The researchers found that, compared to those who did not suffer childhood trauma, California adults with repeated traumatic experiences were:
· 500% more likely to suffer depression
· 350% more likely to smoke tobacco
· 90% more likely to engage in binge drinking
· 63% more likely to have a heart attack
· 60% more likely to be obese
The survey also found that exposure to childhood trauma was surprisingly common. Sixty-one percent of Californian adults suffered at least one Adverse Childhood Experience (ACE) and 25% experienced three or more ACEs during childhood. ACEs were described in the survey as experiencing physical, sexual, or emotional abuse; living in a household with mental illness, substance abuse, or domestic violence; having separated or divorced parents; or having an incarcerated parent.

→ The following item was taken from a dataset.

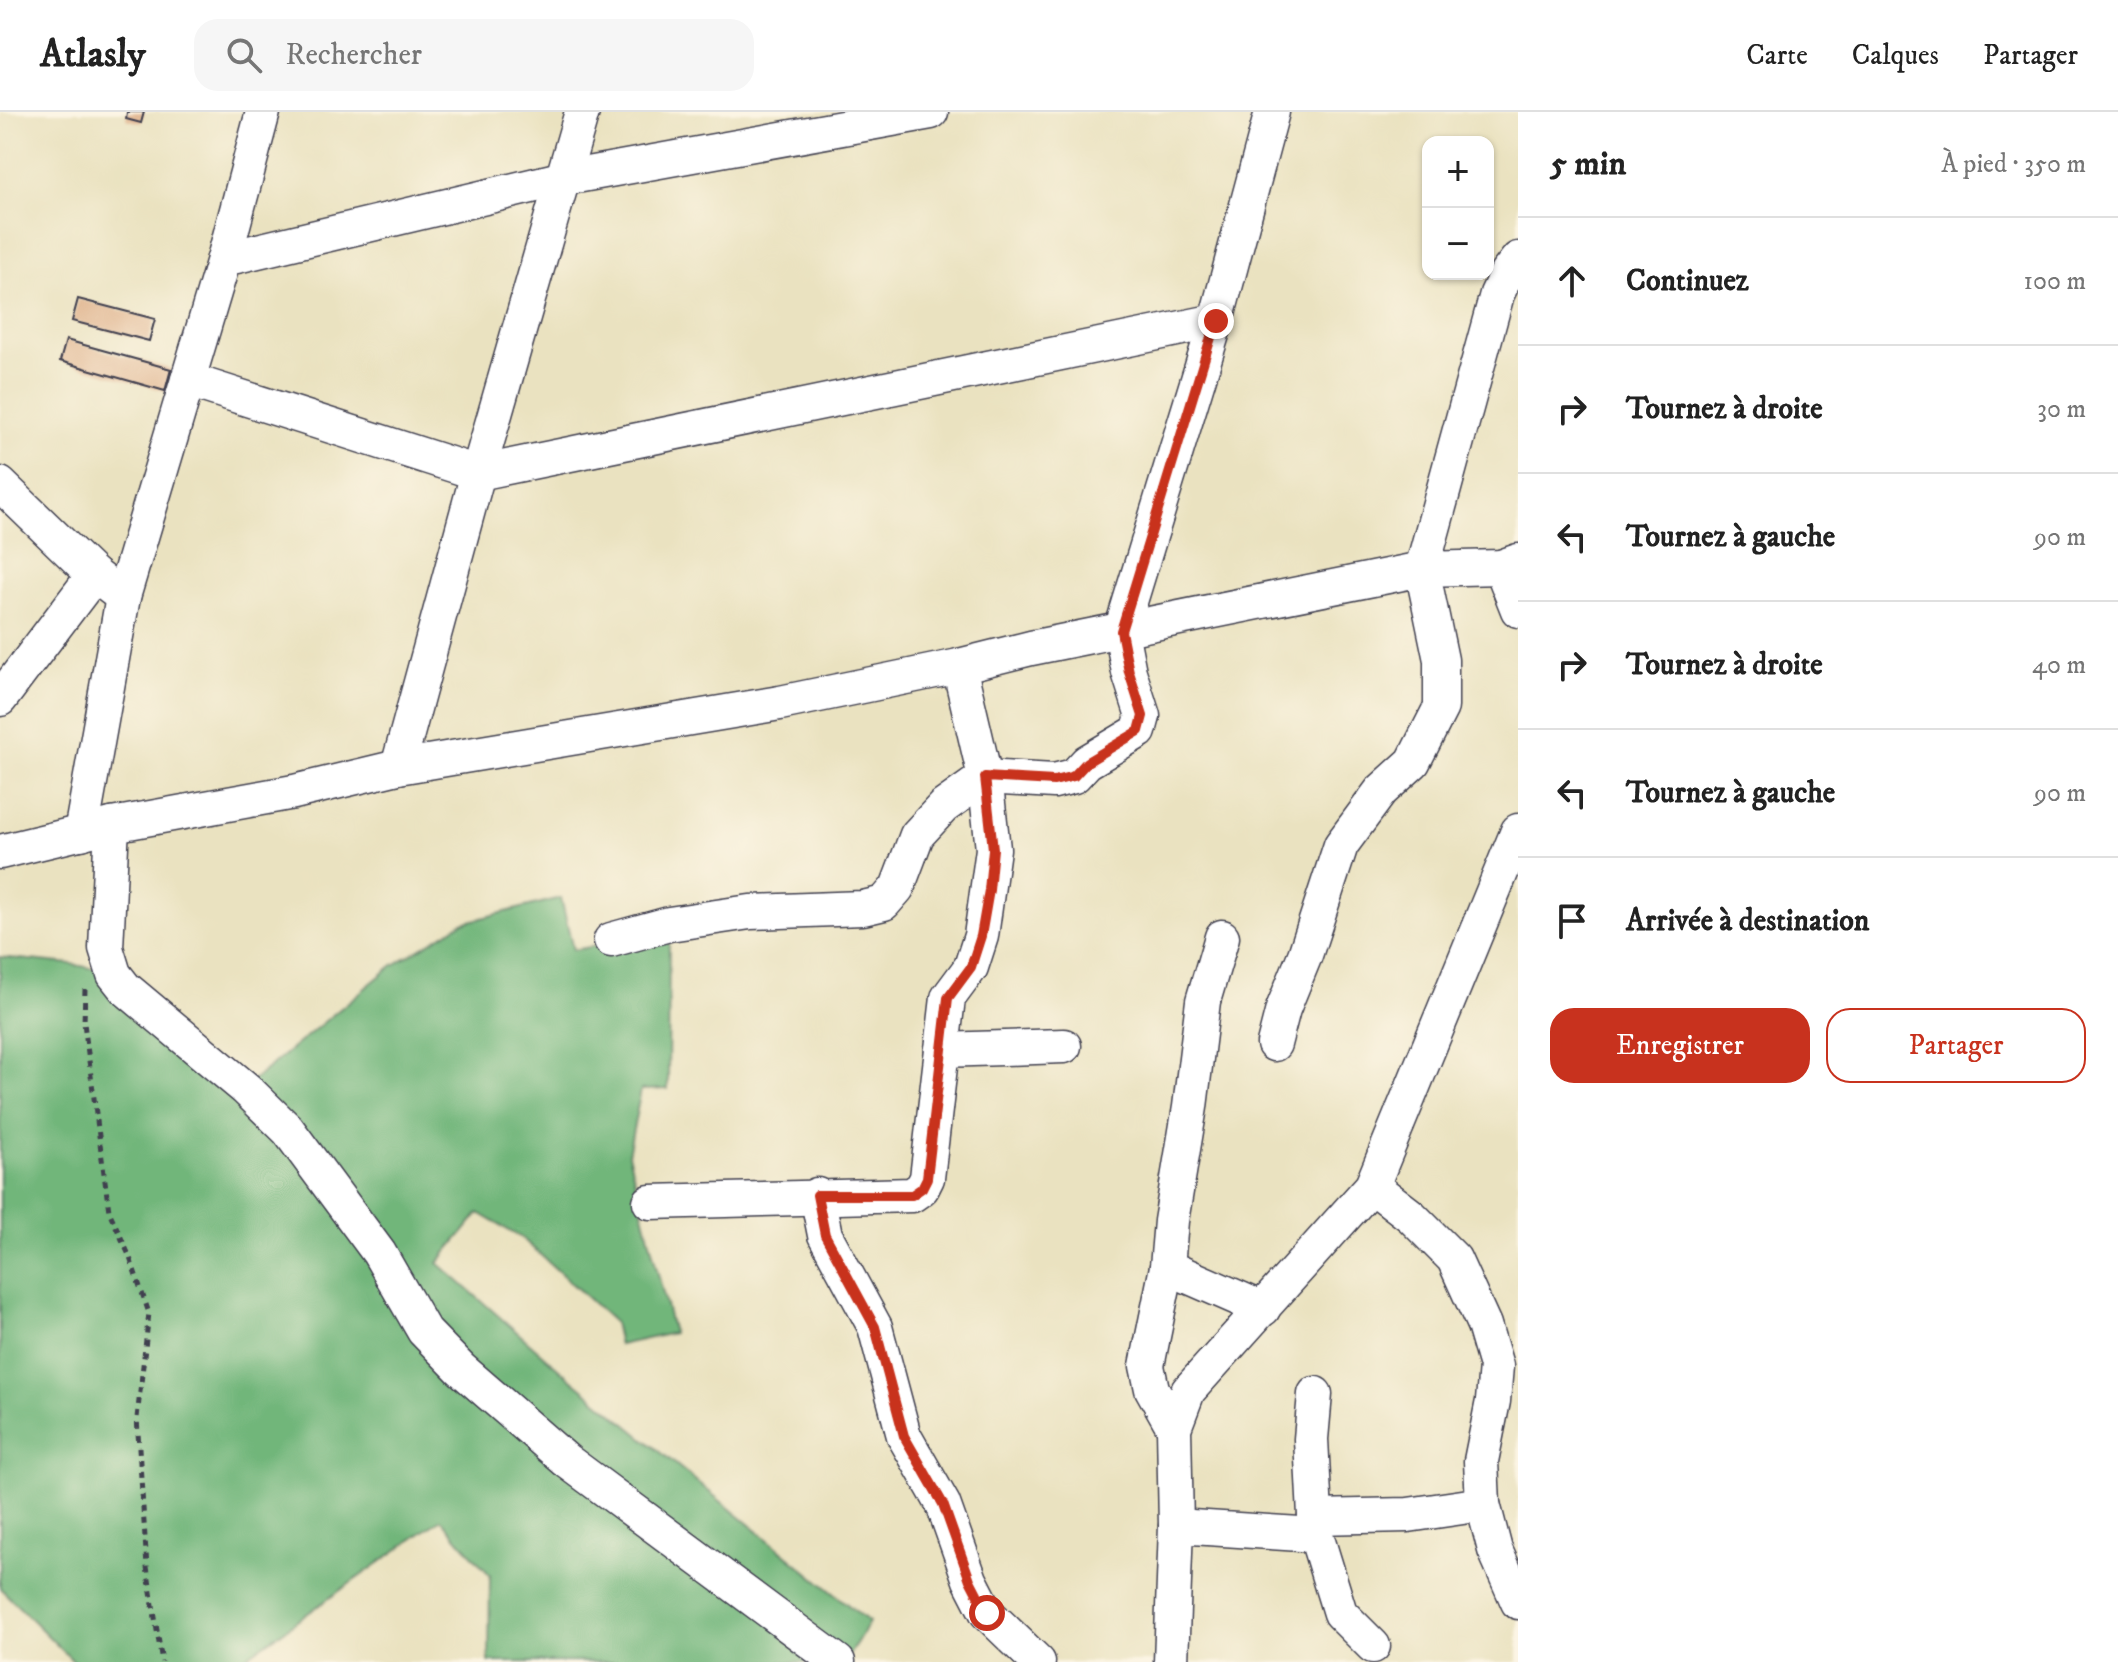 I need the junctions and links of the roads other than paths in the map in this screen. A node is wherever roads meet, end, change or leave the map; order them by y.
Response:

Although exposure to childhood trauma occurred in all California communities, negative effects were concentrated among those with low incomes. For example, more than half (52%) of low income Californians exposed to four or more ACEs during childhood reported experiencing serious psychological distress during their lifetimes. However, fewer than one quarter of higher income Californians (22%) reported similar levels of psychological distress, even when exposed to an equal number of ACEs. In his testimony, Dr. Steve Wirtz, Chief of Injury Surveillance and Epidemiology at the California Department of Mental Health and co-author of the study, suggested that income serves as “buffer” that reduces the effect of ACEs.
“One in four California children experience three or more repeated traumas, such as family mental health, incarceration, violence, and substance abuse issues. It is the cumulative impact of these multiple adverse events that take such a toll on our children and their full potential. It’s a problem that warrants more attention from parents, community leaders, and state policymakers,” said Dr. Wirtz.

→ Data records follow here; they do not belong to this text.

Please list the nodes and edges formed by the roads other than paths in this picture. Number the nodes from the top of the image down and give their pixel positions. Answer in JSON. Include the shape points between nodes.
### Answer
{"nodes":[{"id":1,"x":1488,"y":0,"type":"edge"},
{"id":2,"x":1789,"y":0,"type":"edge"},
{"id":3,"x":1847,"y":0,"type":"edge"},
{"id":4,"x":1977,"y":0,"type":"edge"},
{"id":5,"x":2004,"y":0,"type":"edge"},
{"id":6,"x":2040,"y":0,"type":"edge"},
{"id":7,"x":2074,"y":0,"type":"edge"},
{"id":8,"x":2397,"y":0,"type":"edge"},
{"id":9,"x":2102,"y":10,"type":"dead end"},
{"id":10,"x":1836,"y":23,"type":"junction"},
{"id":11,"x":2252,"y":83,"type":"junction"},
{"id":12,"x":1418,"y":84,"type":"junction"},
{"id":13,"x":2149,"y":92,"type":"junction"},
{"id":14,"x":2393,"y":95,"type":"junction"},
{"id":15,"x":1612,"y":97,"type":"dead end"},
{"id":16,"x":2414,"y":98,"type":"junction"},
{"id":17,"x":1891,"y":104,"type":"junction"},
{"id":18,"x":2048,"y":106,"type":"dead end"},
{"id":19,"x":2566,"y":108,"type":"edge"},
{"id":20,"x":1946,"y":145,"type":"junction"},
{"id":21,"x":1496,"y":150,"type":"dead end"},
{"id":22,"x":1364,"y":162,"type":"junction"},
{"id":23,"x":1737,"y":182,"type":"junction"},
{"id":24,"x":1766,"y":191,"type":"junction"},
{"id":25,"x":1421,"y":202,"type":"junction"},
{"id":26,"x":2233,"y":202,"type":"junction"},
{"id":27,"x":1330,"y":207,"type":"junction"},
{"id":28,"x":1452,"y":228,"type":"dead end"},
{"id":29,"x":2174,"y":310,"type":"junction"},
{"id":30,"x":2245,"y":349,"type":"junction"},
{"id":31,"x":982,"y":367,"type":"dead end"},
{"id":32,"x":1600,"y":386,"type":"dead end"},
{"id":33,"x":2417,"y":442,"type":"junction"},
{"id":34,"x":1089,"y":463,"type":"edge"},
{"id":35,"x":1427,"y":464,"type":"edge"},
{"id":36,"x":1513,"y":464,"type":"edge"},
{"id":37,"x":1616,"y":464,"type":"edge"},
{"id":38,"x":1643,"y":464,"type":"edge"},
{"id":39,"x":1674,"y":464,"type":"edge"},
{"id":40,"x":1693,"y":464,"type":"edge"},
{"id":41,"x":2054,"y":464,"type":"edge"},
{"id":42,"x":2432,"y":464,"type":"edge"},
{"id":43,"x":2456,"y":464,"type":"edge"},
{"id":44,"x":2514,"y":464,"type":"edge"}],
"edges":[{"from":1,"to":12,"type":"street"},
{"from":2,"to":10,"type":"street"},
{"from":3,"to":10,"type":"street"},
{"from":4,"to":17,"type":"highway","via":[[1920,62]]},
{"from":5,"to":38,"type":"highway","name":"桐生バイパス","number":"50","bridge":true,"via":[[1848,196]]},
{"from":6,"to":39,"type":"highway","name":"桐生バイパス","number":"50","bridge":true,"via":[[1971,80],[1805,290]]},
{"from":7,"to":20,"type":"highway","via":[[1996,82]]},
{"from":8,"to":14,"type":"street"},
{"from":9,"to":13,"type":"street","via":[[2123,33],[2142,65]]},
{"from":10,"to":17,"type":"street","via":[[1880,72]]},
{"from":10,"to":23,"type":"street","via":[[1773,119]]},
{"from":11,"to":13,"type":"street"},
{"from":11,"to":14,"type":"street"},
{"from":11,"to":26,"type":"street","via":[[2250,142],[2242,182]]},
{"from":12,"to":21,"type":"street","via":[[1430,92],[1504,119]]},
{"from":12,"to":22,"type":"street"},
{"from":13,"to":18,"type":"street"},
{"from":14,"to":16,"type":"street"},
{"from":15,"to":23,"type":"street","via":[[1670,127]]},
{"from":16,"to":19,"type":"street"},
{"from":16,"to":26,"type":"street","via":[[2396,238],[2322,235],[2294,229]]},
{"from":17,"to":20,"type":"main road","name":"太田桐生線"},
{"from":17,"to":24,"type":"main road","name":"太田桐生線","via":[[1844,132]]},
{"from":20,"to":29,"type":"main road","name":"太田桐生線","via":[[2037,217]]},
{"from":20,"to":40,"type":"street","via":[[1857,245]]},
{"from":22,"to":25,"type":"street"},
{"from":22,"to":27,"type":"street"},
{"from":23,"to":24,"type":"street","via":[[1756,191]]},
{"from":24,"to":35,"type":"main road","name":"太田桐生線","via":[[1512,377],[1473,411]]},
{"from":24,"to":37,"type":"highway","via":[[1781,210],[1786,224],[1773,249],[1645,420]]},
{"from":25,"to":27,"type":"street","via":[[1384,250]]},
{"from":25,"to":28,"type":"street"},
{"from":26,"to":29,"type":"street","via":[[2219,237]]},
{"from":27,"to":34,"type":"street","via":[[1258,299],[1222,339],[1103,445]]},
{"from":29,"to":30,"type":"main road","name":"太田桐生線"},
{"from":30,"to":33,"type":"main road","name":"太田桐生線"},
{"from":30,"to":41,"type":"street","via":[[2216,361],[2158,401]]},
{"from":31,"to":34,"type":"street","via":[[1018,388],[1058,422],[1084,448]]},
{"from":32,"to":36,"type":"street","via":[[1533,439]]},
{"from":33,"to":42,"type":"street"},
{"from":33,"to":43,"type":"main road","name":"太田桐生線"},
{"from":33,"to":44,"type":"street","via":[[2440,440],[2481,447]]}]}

Experts also emphasized the link between childhood trauma and poverty. “Twenty-five percent of California children live in poverty, which is a precursor to childhood trauma and has been scientifically proven to impede children’s behavioral, social, emotional, and physical development,” said Jahmal Miller, Deputy Director of California’s Office of Health Equity.
Several witnesses at the hearing outlined successful school-based approaches for helping young people overcome exposure to traumatic events. These include creating effective counseling programs for students in crisis; increasing trust between students and administrators; and developing “Restorative Justice”-based discipline approaches, where students have the opportunity to mediate problems among themselves and reach collaborative solutions as an alternative to suspension-first approaches. In-home support visits from social workers, nurses, and specially trained community members were also cited as leading strategies for overcoming early exposure to childhood trauma.
Robert K. Ross, M.D., President and Chief Executive Officer of The California Endowment, also testified at the hearing. The Endowment is leading efforts to strengthen families and communities through its Health Happens Here, Sons & Brothers, and Building Healthy Communities initiatives.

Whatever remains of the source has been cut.